What is expected → With the exception of the pictures, write out the data below precisely.

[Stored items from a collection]
┏━━

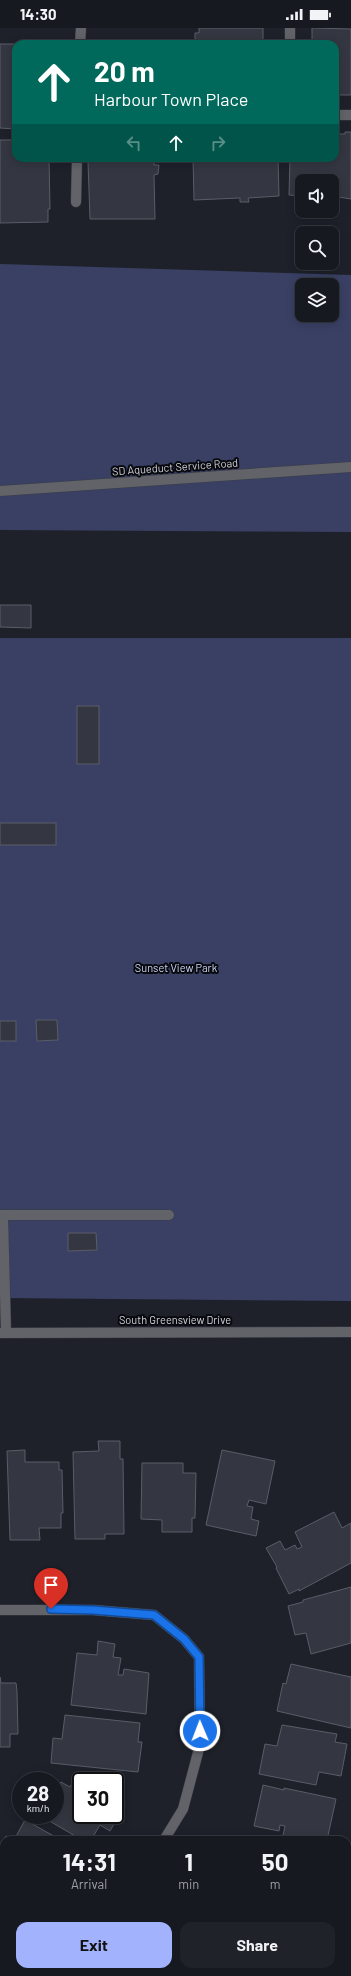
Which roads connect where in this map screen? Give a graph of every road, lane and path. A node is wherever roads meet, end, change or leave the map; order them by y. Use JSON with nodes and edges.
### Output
{"nodes":[{"id":1,"x":81,"y":28,"type":"edge"},
{"id":2,"x":290,"y":28,"type":"edge"},
{"id":3,"x":80,"y":40,"type":"edge"},
{"id":4,"x":290,"y":40,"type":"edge"},
{"id":5,"x":351,"y":115,"type":"edge"},
{"id":6,"x":339,"y":116,"type":"edge"},
{"id":7,"x":77,"y":162,"type":"edge"},
{"id":8,"x":76,"y":202,"type":"dead end"},
{"id":9,"x":351,"y":467,"type":"edge"},
{"id":10,"x":0,"y":491,"type":"edge"},
{"id":11,"x":2,"y":1215,"type":"edge"},
{"id":12,"x":169,"y":1215,"type":"dead end"},
{"id":13,"x":3,"y":1332,"type":"edge"},
{"id":14,"x":351,"y":1332,"type":"edge"},
{"id":15,"x":0,"y":1610,"type":"edge"},
{"id":16,"x":166,"y":1836,"type":"edge"}],
"edges":[{"from":1,"to":3,"type":"street"},
{"from":2,"to":4,"type":"street"},
{"from":5,"to":6,"type":"street"},
{"from":7,"to":8,"type":"street"},
{"from":9,"to":10,"type":"street","name":"SD Aqueduct Service Road"},
{"from":11,"to":12,"type":"street"},
{"from":11,"to":13,"type":"street"},
{"from":13,"to":14,"type":"street","name":"South Greensview Drive"},
{"from":15,"to":16,"type":"street"}]}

┗━━

Result for this task →
Which roads connect where in this map screen? Give a graph of every road, lane and path. A node is wherever roads meet, end, change or leave the map; order them by y. Use JSON with nodes and edges.
### Output
{"nodes":[{"id":1,"x":81,"y":28,"type":"edge"},
{"id":2,"x":290,"y":28,"type":"edge"},
{"id":3,"x":80,"y":40,"type":"edge"},
{"id":4,"x":290,"y":40,"type":"edge"},
{"id":5,"x":351,"y":115,"type":"edge"},
{"id":6,"x":339,"y":116,"type":"edge"},
{"id":7,"x":77,"y":162,"type":"edge"},
{"id":8,"x":76,"y":202,"type":"dead end"},
{"id":9,"x":351,"y":467,"type":"edge"},
{"id":10,"x":0,"y":491,"type":"edge"},
{"id":11,"x":2,"y":1215,"type":"edge"},
{"id":12,"x":169,"y":1215,"type":"dead end"},
{"id":13,"x":3,"y":1332,"type":"edge"},
{"id":14,"x":351,"y":1332,"type":"edge"},
{"id":15,"x":0,"y":1610,"type":"edge"},
{"id":16,"x":166,"y":1836,"type":"edge"}],
"edges":[{"from":1,"to":3,"type":"street"},
{"from":2,"to":4,"type":"street"},
{"from":5,"to":6,"type":"street"},
{"from":7,"to":8,"type":"street"},
{"from":9,"to":10,"type":"street","name":"SD Aqueduct Service Road"},
{"from":11,"to":12,"type":"street"},
{"from":11,"to":13,"type":"street"},
{"from":13,"to":14,"type":"street","name":"South Greensview Drive"},
{"from":15,"to":16,"type":"street"}]}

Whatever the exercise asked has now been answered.